*** Provided data Section Begins ***

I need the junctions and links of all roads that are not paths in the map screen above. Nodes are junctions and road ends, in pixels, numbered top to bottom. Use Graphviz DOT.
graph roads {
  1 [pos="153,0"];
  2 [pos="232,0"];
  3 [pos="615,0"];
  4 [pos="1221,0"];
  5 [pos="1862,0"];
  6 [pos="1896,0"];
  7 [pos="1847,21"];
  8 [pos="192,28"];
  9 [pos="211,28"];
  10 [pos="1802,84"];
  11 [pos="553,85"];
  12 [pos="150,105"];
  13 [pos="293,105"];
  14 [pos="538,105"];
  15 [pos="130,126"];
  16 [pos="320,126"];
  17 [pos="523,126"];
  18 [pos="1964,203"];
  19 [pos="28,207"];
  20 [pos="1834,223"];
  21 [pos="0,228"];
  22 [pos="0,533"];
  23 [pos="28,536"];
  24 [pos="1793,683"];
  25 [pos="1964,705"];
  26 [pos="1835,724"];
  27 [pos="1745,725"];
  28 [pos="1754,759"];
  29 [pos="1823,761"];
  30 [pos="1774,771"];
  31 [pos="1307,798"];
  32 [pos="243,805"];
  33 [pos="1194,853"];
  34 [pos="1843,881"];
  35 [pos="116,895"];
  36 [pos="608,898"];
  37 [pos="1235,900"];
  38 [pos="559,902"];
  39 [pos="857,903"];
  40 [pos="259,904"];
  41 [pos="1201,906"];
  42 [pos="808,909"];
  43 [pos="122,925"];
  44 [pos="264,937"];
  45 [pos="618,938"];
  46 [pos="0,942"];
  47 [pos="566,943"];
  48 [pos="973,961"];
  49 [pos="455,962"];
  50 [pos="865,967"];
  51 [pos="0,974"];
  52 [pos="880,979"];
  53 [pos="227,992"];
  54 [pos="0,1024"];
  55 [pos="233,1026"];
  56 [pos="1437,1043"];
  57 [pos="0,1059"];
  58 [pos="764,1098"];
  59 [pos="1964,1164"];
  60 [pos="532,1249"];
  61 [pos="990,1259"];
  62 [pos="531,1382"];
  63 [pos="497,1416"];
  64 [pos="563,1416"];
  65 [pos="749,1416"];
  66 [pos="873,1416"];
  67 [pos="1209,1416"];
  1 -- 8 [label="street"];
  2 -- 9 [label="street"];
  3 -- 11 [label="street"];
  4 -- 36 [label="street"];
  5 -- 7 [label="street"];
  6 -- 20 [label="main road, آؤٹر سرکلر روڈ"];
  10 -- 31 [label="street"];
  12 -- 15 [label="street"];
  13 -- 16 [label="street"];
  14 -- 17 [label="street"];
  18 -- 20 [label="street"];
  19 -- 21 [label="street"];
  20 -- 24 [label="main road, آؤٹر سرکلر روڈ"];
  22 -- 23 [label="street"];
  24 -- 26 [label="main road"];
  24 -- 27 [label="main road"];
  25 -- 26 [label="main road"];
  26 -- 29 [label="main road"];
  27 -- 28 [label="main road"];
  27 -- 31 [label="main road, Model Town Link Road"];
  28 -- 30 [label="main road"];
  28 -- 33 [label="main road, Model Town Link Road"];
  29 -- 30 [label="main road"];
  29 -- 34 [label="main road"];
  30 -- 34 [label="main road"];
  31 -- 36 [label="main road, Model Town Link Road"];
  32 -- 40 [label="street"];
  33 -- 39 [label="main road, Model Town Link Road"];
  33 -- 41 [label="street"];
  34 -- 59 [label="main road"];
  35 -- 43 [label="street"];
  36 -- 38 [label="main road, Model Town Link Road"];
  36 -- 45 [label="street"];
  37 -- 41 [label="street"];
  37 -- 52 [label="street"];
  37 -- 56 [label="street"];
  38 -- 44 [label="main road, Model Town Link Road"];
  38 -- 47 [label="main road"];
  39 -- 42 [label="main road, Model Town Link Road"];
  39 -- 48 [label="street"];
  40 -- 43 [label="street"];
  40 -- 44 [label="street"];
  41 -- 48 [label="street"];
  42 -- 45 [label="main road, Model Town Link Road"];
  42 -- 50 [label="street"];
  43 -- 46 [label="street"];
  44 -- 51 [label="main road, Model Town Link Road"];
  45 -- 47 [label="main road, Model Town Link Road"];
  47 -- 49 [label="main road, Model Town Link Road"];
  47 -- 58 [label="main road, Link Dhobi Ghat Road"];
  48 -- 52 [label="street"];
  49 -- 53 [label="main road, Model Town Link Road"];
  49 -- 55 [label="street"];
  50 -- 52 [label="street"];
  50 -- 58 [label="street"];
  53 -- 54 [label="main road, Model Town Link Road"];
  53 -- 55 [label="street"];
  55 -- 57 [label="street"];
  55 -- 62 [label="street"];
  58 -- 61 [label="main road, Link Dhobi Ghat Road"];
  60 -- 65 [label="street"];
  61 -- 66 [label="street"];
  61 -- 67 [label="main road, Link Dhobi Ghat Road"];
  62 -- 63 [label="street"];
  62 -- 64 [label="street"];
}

*** Provided data Section Ends ***

Search the listing above for the word "آؤٹر", and copy every line that has it.

  6 -- 20 [label="main road, آؤٹر سرکلر روڈ"];
  20 -- 24 [label="main road, آؤٹر سرکلر روڈ"];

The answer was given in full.